I did some tomatoes with the skin on last year and I found they were not the first ones I felt like using. I liked the skinless better. You have to try this method of removing the skins if you have never done it like this before. I took a whole box of tomatoes from the farm and emptied them in my sink. Rinsed & sorted them quickly. I poured a canning pan full of water over them and waited till the skin split. About ten minutes. I drained the sink, let them cool a bit and cored and skinned them in less than a half hour. It was amazing. No pulp left on the skin either. The farm attendant shared this with me. Feel free to share. My business website has a link to my utube channel and I think I will publish this video I did today. Thanks for your channel. I had good luck last year with your recipes.
Thanks for that tip for removing skins easily. I've heard of dumping the tomatoes into boiling water, but this sounds much easier...enough so, that I'm tempted to give it a try next year!
I'm trying my hand at canning right now! so easy! Wondering, what is the shelf life for tomatoes?
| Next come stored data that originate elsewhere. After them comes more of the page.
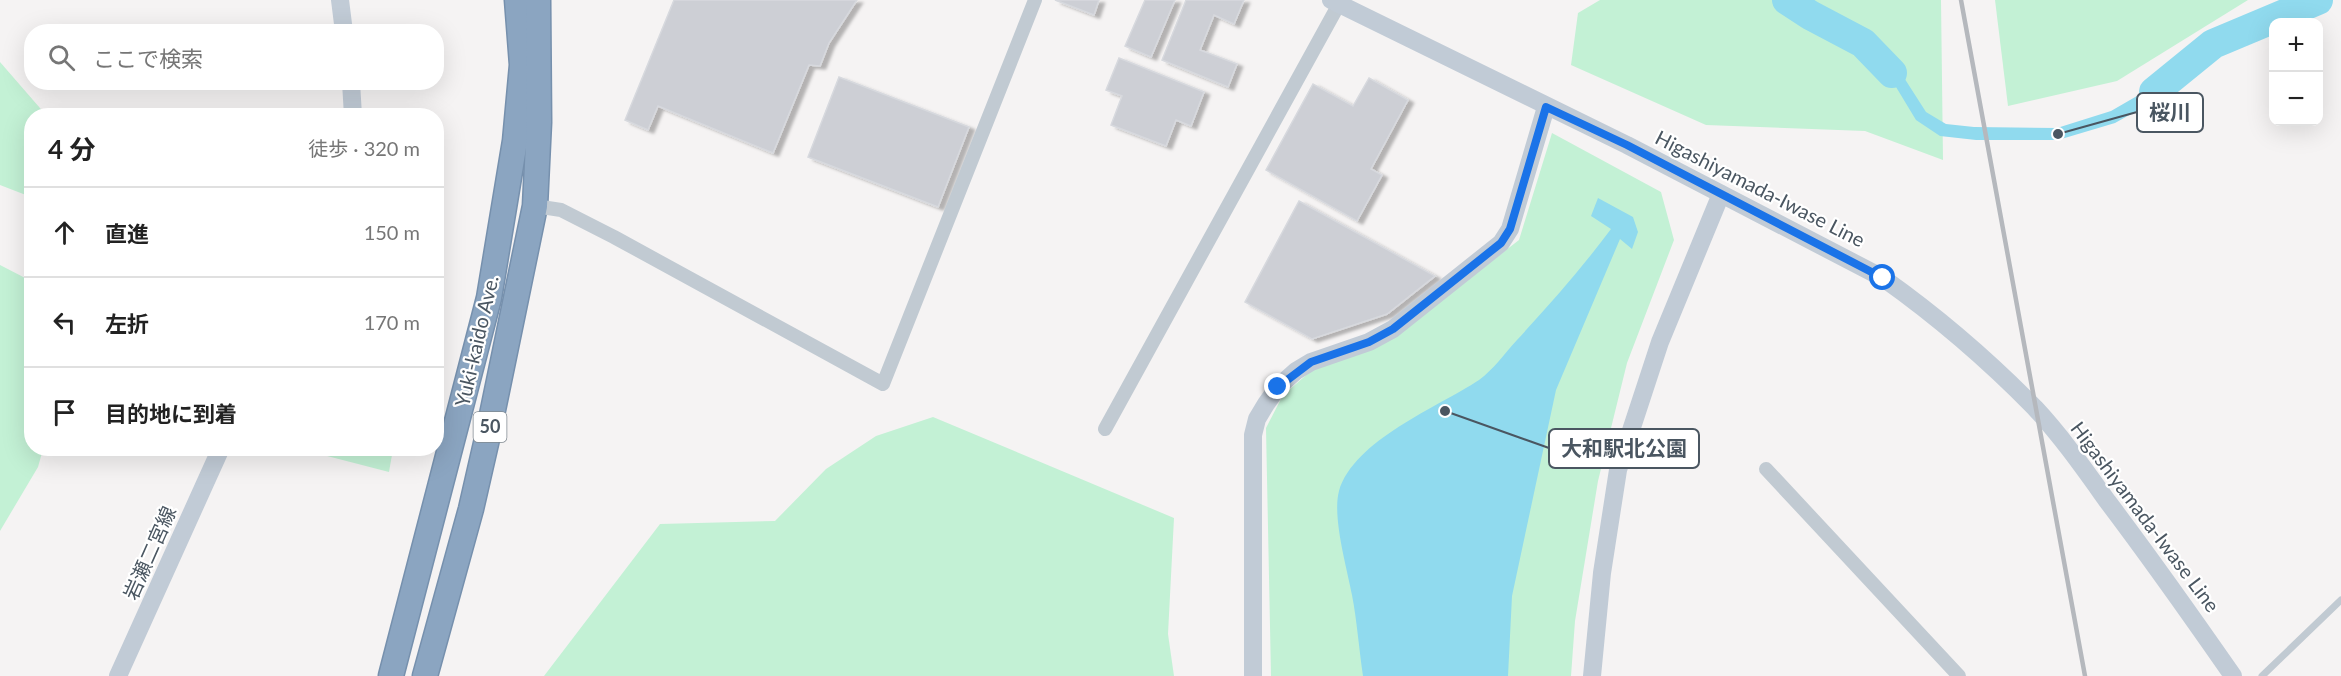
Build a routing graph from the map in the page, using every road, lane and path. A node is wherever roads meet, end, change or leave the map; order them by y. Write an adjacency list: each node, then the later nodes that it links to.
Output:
1 (340, 0): 6 (main road)
2 (517, 0): 17 (highway, Yuki-kaido Ave. / 50)
3 (538, 0): 11 (highway, Yuki-kaido Ave. / 50)
4 (1035, 0): 11 (street)
5 (1335, 2): 8 (main road, Higashiyamada-Iwase Line); 12 (street)
6 (343, 24)
7 (351, 90): 9 (main road)
8 (1546, 107): 10 (main road, Higashiyamada-Iwase Line); 19 (main road)
9 (353, 108)
10 (1721, 194): 20 (main road); 22 (main road, Higashiyamada-Iwase Line)
11 (535, 206): 18 (highway, Yuki-kaido Ave. / 50)
12 (1105, 429)
13 (217, 456): 16 (main road, 岩瀬二宮線)
14 (1766, 469): 21 (street)
15 (2341, 600): 23 (lane)
16 (118, 676)
17 (391, 676)
18 (425, 676)
19 (1253, 676)
20 (1592, 676)
21 (1959, 676)
22 (2233, 676)
23 (2262, 676)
I'm sure they won't sit too long on my shelf but would like to know for my own knowledge!
That's great, Connie! And I love that you've found it to be easy because I think often people get scared away from canning because it seems complicated, when overall, it's really not that way. I don't know the official answer too your question about how long tomatoes are "good", but I can tell you that I recently discovered a couple of jars that were 2 years old (yes, I apparently didn't do a good job of rotating my jars!) and they were just fine when I used them. Hope that helps and happy canning!
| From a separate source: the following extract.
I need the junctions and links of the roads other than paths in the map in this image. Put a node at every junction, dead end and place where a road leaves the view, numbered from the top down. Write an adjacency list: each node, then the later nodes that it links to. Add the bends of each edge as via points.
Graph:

You mean kind of like Rotel? I wouldn't know why not. The only thing I can think of is that the peppers might get mushy. You could also google Homemade Rotel or something like that too and see what you can find!
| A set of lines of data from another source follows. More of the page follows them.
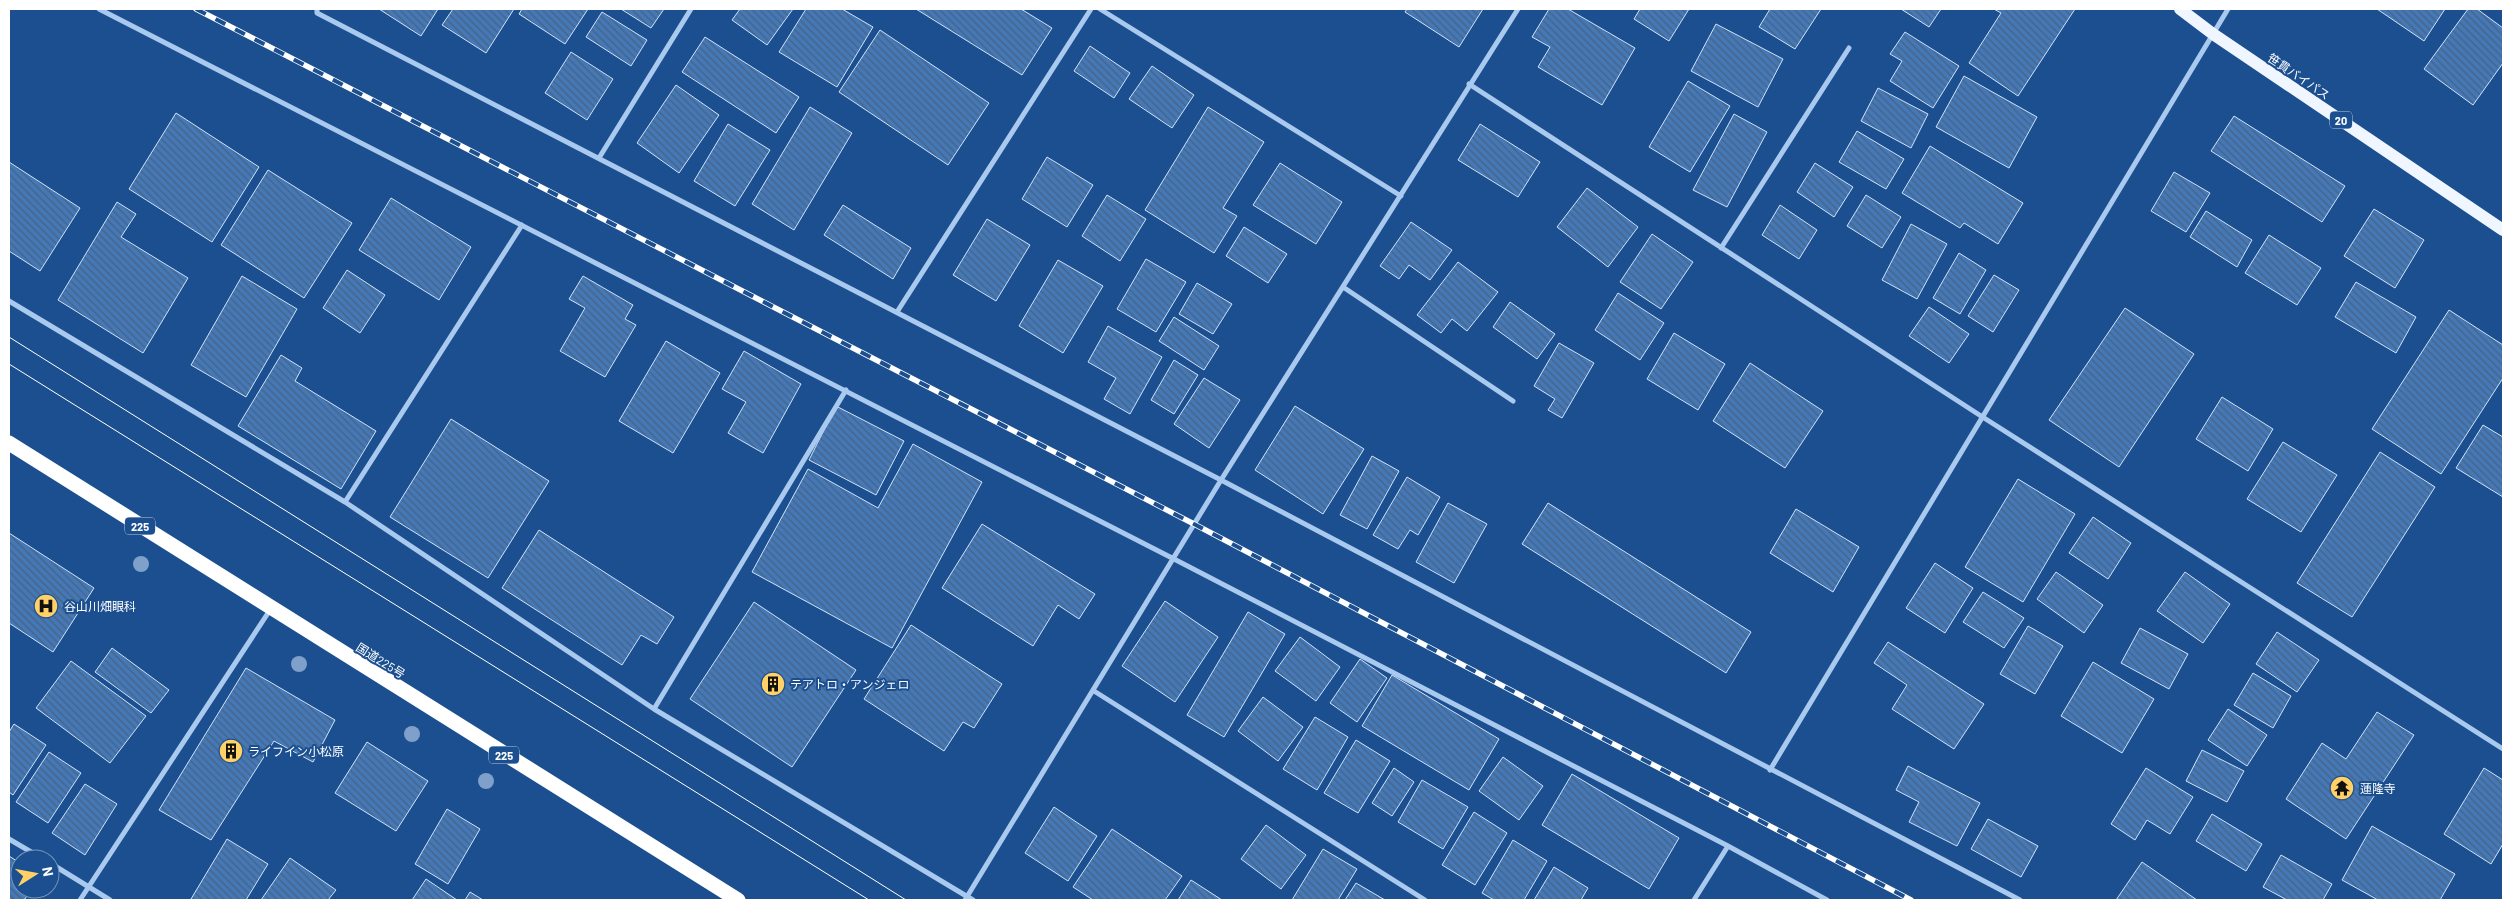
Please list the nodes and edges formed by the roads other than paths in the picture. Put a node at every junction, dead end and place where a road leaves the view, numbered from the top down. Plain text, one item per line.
1 (99, 9) edge
2 (317, 9) edge
3 (691, 9) edge
4 (1091, 9) edge
5 (1100, 9) edge
6 (1518, 9) edge
7 (2180, 9) edge
8 (2228, 9) edge
9 (2213, 34) junction
10 (1849, 48) dead end
11 (1469, 84) junction
12 (598, 158) junction
13 (1401, 196) junction
14 (522, 225) junction
15 (2503, 230) edge
16 (1721, 248) junction
17 (1343, 287) junction
18 (9, 301) edge
19 (897, 312) junction
20 (846, 390) junction
21 (1513, 401) dead end
22 (1982, 416) junction
23 (9, 443) edge
24 (1221, 480) junction
25 (345, 502) junction
26 (1174, 559) junction
27 (271, 609) junction
28 (1094, 691) junction
29 (654, 708) junction
30 (2503, 748) edge
31 (1770, 770) junction
32 (9, 839) edge
33 (1728, 846) junction
34 (26, 849) edge
35 (60, 870) edge
36 (89, 887) junction
37 (968, 899) edge
38 (80, 900) edge
39 (110, 900) edge
40 (738, 900) edge
41 (1425, 900) edge
42 (1694, 900) edge
43 (1828, 900) edge
44 (2020, 900) edge

1 - 14 street
2 - 12 street
3 - 12 street
4 - 19 street
5 - 13 street
6 - 11 street
7 - 9 main road, 笹貫バイパス / 20
8 - 9 street
9 - 15 main road, 笹貫バイパス / 20
9 - 22 street
10 - 16 street
11 - 13 street
11 - 16 street
12 - 19 street
13 - 17 street
14 - 20 street
14 - 25 street
16 - 22 street
17 - 21 street
17 - 24 street
18 - 25 street
19 - 24 street
20 - 26 street
20 - 29 street
22 - 30 street
22 - 31 street
23 - 27 highway, 国道225号 / 225
24 - 26 street
24 - 31 street
25 - 29 street
26 - 28 street
26 - 33 street
27 - 36 street
27 - 40 highway, 国道225号 / 225
28 - 37 street
28 - 41 street
29 - 37 street
31 - 44 street
32 - 34 street
33 - 42 street
33 - 43 street
35 - 36 street
36 - 38 street
36 - 39 street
There are a few more steps you really should be taking here. You NEED to add 2Tablespoons of lemon juice to each quart jar or 1Tablespoon to each pint. (you won't taste it). But this will prevent botulism from developing. Tomatoes are less acidic than fruits so if you do not add the lemon juice, you should be pressure canning them. (You can also use citric acid by Ball) Also, use a rubber spatula to go up and down around the jar to remove air-bubbles. This will prevent too much air in your jars and lid failures. You do not need to boil the lids. Boiling can actually cause the sealant to come off and cause seal failures. Wash them and put them in WARM water to soften the seals. Ball is actually saying now that you don't even need to heat them at all now. (they will sterilize in the water bath just like the contents of the jar) Your jars should be hot before canning. This will prevent jar breakage in the canner. I put my canning jars in the dishwasher and run a cycle and take them out to use during the dry cycle. Please take canning safety seriously. If you have any seal failures, put the food in the fridge and use it up. If you have any seal failures after storage, throw it out. Anything off, throw it out. For proper canning step-by-step, check out a copy of The Ball Blue Book, or any state cooperative extension service website.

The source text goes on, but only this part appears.